On what is cause and what is symptom - you can chase that around in a circle unless you believe the cause is that all speed limits are inappropriate.
Mark, Caerphilly

Agree (1) | Disagree (2)
-1

Poor skill, competence, attitude etc are still symptoms I'm afraid.
Duncan MacKillop. No surprise - No accident

Agree (10) | Disagree (3)
+7

The problem is that the best quality evidence available suggests speed cameras are not reducing fatal and serious collisions and are, in fact, contributing to more of them.

There is no real evidence, though, whether the fine levels are a contributory factor in the increases. Eg, it is possible that the lower a speed limit is below the maximum safe speed, the greater the effects of speed cameras therefore the higher the increase in fatal and serious collisions and also the higher the fine rate.

Perhaps for 2015 we need a new year's resolution to start performing the tests that would produce the quality of evidence that could end the continuous arguments over the effects of interventions, and start producing the evidence base that we all aspire to?
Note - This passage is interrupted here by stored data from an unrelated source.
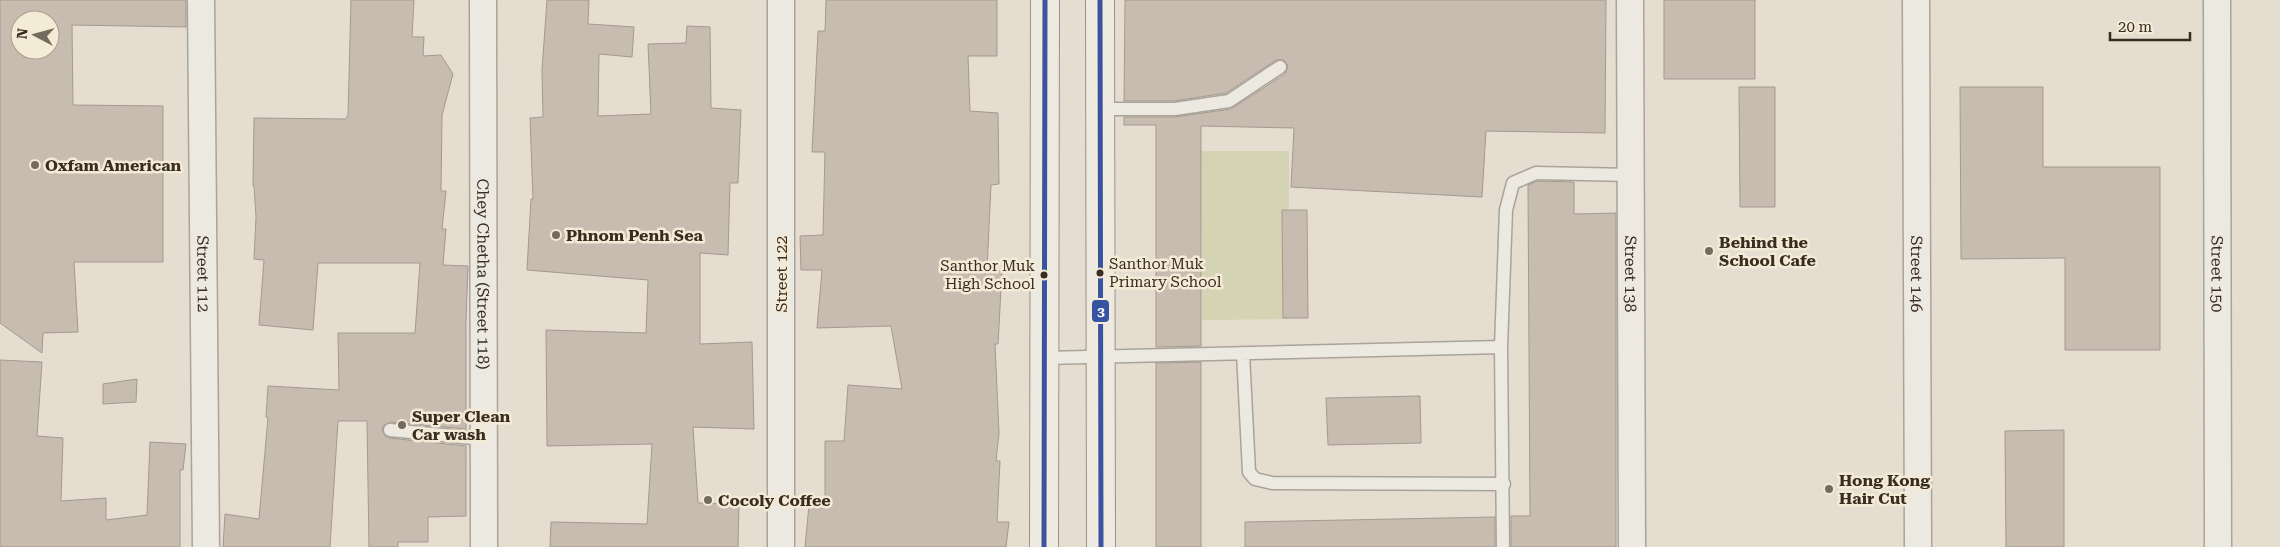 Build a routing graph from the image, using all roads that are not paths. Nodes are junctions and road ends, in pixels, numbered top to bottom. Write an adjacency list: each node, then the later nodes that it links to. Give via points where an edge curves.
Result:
1 (201, 0): 19 (street, Street 112)
2 (483, 0): 17 (street, Chey Chetha (Street 118))
3 (781, 0): 21 (street, Street 122)
4 (1045, 0): 15 (main road)
5 (1100, 0): 10 (main road)
6 (1630, 0): 11 (street, Street 138)
7 (1916, 0): 26 (street, Street 146)
8 (2217, 0): 27 (street, Street 150)
9 (1280, 67): 10 (lane, via 1229,101 1175,109)
10 (1100, 109): 14 (main road)
11 (1630, 175): 12 (lane, via 1536,173 1513,183 1506,210); 25 (street, Street 138)
12 (1501, 347): 13 (lane); 18 (lane)
13 (1243, 353): 14 (lane); 18 (lane, via 1249,472 1255,479 1272,483)
14 (1101, 357): 15 (lane); 23 (main road)
15 (1045, 358): 22 (main road)
16 (390, 430): 17 (lane)
17 (483, 439): 20 (street, Chey Chetha (Street 118))
18 (1504, 484): 24 (lane)
19 (206, 547)
20 (484, 547)
21 (781, 547)
22 (1044, 547)
23 (1100, 547)
24 (1503, 547)
25 (1632, 547)
26 (1918, 547)
27 (2218, 547)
Let’s replace disagreeing about opinions with agreement about evidence.
Dave Finney, Slough

Agree (9) | Disagree (19)
-10

Excess/inappropriate speed may be a symptom but the disease (poor skill, competence, attitude etc) is slow/difficult to treat, and speed enforcement has played a significant part in reduced injury numbers and severities in urban and rural areas. I've no problem treating a symptom if it reduced the chance of a collision, or reduced severity in event of one occurring. If I got meningitis I'd happily take a drug that reduced the chance of me dying, without complaining about how I caught it in the first place. My first principle would be tackle what you can while you seek a solution for what you can't yet tackle effectively.
Kate Carpenter, London

Agree (21) | Disagree (5)
+16

Speeding is both a symptom and a cause, but more importantly and in the context of the news story - it's also an offence.
Hugh Jones, Cheshire

Agree (19) | Disagree (6)
+13

'Speeding' is a symptom not a cause. The world of medical science abandoned trying to cure disease by fixing symptoms a long time ago so why are we still doing it?